*** The records ***

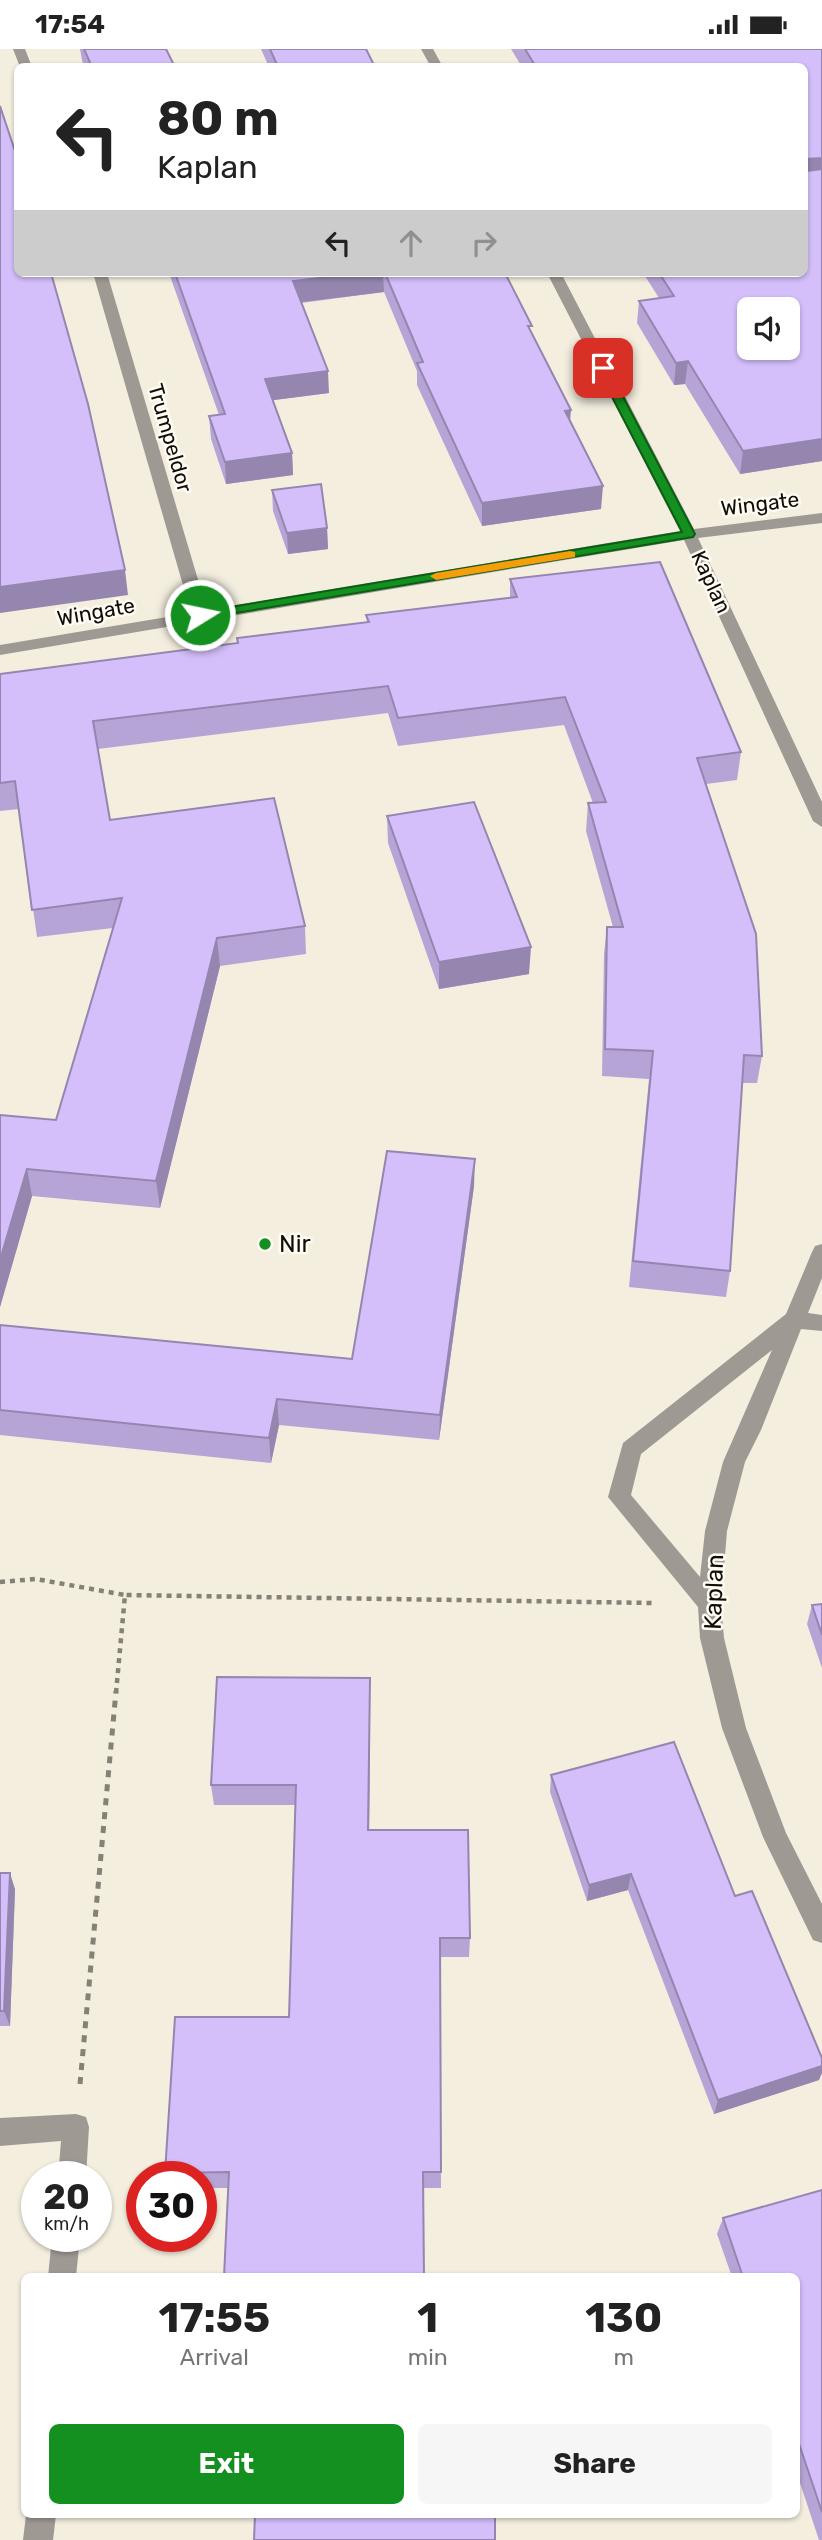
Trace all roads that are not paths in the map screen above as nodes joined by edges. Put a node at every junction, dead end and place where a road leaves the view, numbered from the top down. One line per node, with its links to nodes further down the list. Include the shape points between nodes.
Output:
1 (101, 277): 5 (street, Trumpeldor)
2 (556, 277): 4 (street, Kaplan)
3 (822, 518): 4 (street, Wingate)
4 (689, 534): 5 (street, Wingate); 7 (street, Kaplan)
5 (200, 615): 6 (street, Wingate)
6 (0, 650)
7 (822, 821)
8 (822, 1252): 9 (street, Kaplan)
9 (794, 1320): 10 (street); 11 (street, Kaplan, via 734,1462 716,1531); 11 (street, via 631,1450 619,1497)
10 (822, 1323)
11 (709, 1604): 12 (street, Kaplan, via 712,1638 734,1727 775,1837)
12 (822, 1931)
13 (0, 2132): 14 (street, via 76,2127)
14 (73, 2161)
15 (64, 2252): 16 (street)
16 (62, 2273)
17 (41, 2518): 18 (street)
18 (38, 2540)

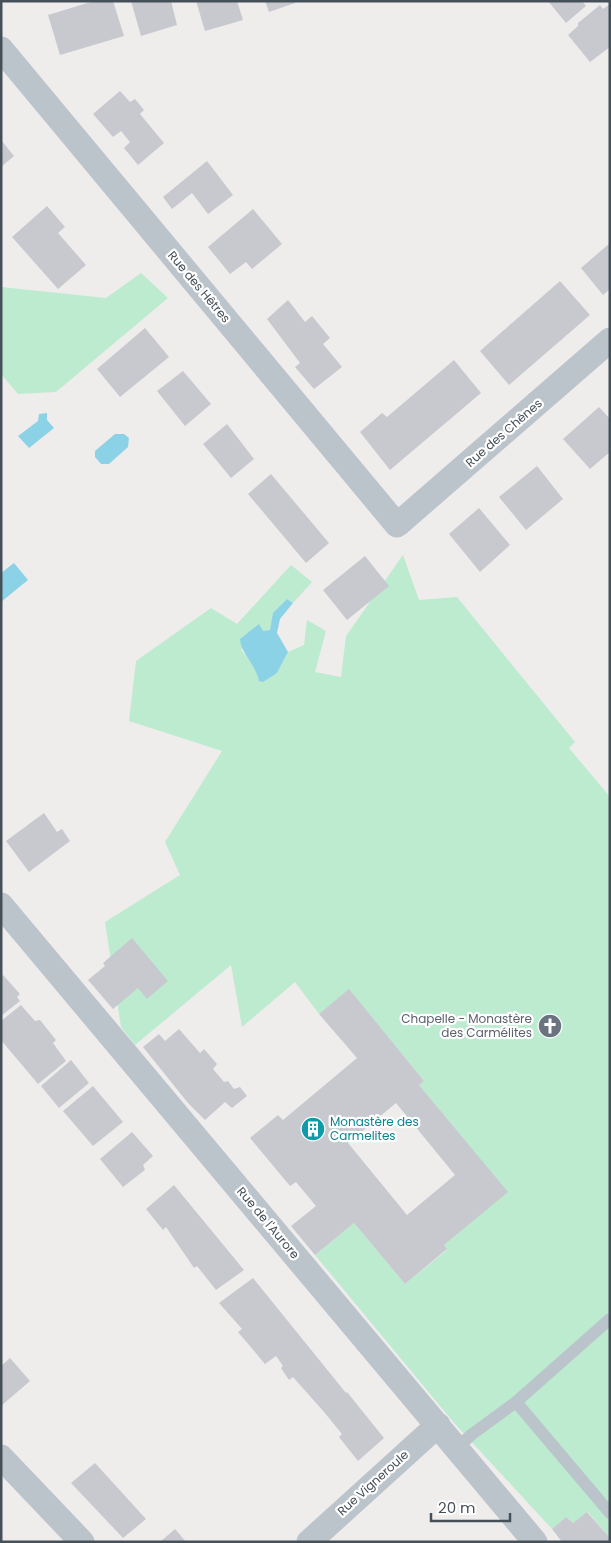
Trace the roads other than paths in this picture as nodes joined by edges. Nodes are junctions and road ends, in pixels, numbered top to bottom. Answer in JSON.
{"nodes":[{"id":1,"x":1,"y":49,"type":"edge"},
{"id":2,"x":610,"y":340,"type":"edge"},
{"id":3,"x":398,"y":525,"type":"joint"},
{"id":4,"x":1,"y":905,"type":"edge"},
{"id":5,"x":610,"y":1319,"type":"edge"},
{"id":6,"x":516,"y":1402,"type":"junction"},
{"id":7,"x":438,"y":1425,"type":"junction"},
{"id":8,"x":457,"y":1448,"type":"junction"},
{"id":9,"x":1,"y":1457,"type":"edge"},
{"id":10,"x":610,"y":1513,"type":"edge"},
{"id":11,"x":82,"y":1542,"type":"edge"},
{"id":12,"x":309,"y":1542,"type":"edge"},
{"id":13,"x":535,"y":1542,"type":"edge"}],
"edges":[{"from":1,"to":3,"type":"street","name":"Rue des Hêtres"},
{"from":2,"to":3,"type":"street","name":"Rue des Chênes"},
{"from":4,"to":7,"type":"street","name":"Rue de l'Aurore"},
{"from":5,"to":6,"type":"lane"},
{"from":6,"to":8,"type":"lane"},
{"from":6,"to":10,"type":"lane"},
{"from":7,"to":8,"type":"street","name":"Rue de l'Aurore"},
{"from":7,"to":12,"type":"street","name":"Rue Vigneroule"},
{"from":8,"to":13,"type":"street","name":"Rue de l'Aurore"},
{"from":9,"to":11,"type":"street"}]}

*** End of The records ***

What the task asks:
Everything in the records above should be printed again exactly, except the pictures.

Answer for the task:
Trace all roads that are not paths in the map screen above as nodes joined by edges. Put a node at every junction, dead end and place where a road leaves the view, numbered from the top down. One line per node, with its links to nodes further down the list. Include the shape points between nodes.
Output:
1 (101, 277): 5 (street, Trumpeldor)
2 (556, 277): 4 (street, Kaplan)
3 (822, 518): 4 (street, Wingate)
4 (689, 534): 5 (street, Wingate); 7 (street, Kaplan)
5 (200, 615): 6 (street, Wingate)
6 (0, 650)
7 (822, 821)
8 (822, 1252): 9 (street, Kaplan)
9 (794, 1320): 10 (street); 11 (street, Kaplan, via 734,1462 716,1531); 11 (street, via 631,1450 619,1497)
10 (822, 1323)
11 (709, 1604): 12 (street, Kaplan, via 712,1638 734,1727 775,1837)
12 (822, 1931)
13 (0, 2132): 14 (street, via 76,2127)
14 (73, 2161)
15 (64, 2252): 16 (street)
16 (62, 2273)
17 (41, 2518): 18 (street)
18 (38, 2540)

Trace the roads other than paths in this picture as nodes joined by edges. Nodes are junctions and road ends, in pixels, numbered top to bottom. Answer in JSON.
{"nodes":[{"id":1,"x":1,"y":49,"type":"edge"},
{"id":2,"x":610,"y":340,"type":"edge"},
{"id":3,"x":398,"y":525,"type":"joint"},
{"id":4,"x":1,"y":905,"type":"edge"},
{"id":5,"x":610,"y":1319,"type":"edge"},
{"id":6,"x":516,"y":1402,"type":"junction"},
{"id":7,"x":438,"y":1425,"type":"junction"},
{"id":8,"x":457,"y":1448,"type":"junction"},
{"id":9,"x":1,"y":1457,"type":"edge"},
{"id":10,"x":610,"y":1513,"type":"edge"},
{"id":11,"x":82,"y":1542,"type":"edge"},
{"id":12,"x":309,"y":1542,"type":"edge"},
{"id":13,"x":535,"y":1542,"type":"edge"}],
"edges":[{"from":1,"to":3,"type":"street","name":"Rue des Hêtres"},
{"from":2,"to":3,"type":"street","name":"Rue des Chênes"},
{"from":4,"to":7,"type":"street","name":"Rue de l'Aurore"},
{"from":5,"to":6,"type":"lane"},
{"from":6,"to":8,"type":"lane"},
{"from":6,"to":10,"type":"lane"},
{"from":7,"to":8,"type":"street","name":"Rue de l'Aurore"},
{"from":7,"to":12,"type":"street","name":"Rue Vigneroule"},
{"from":8,"to":13,"type":"street","name":"Rue de l'Aurore"},
{"from":9,"to":11,"type":"street"}]}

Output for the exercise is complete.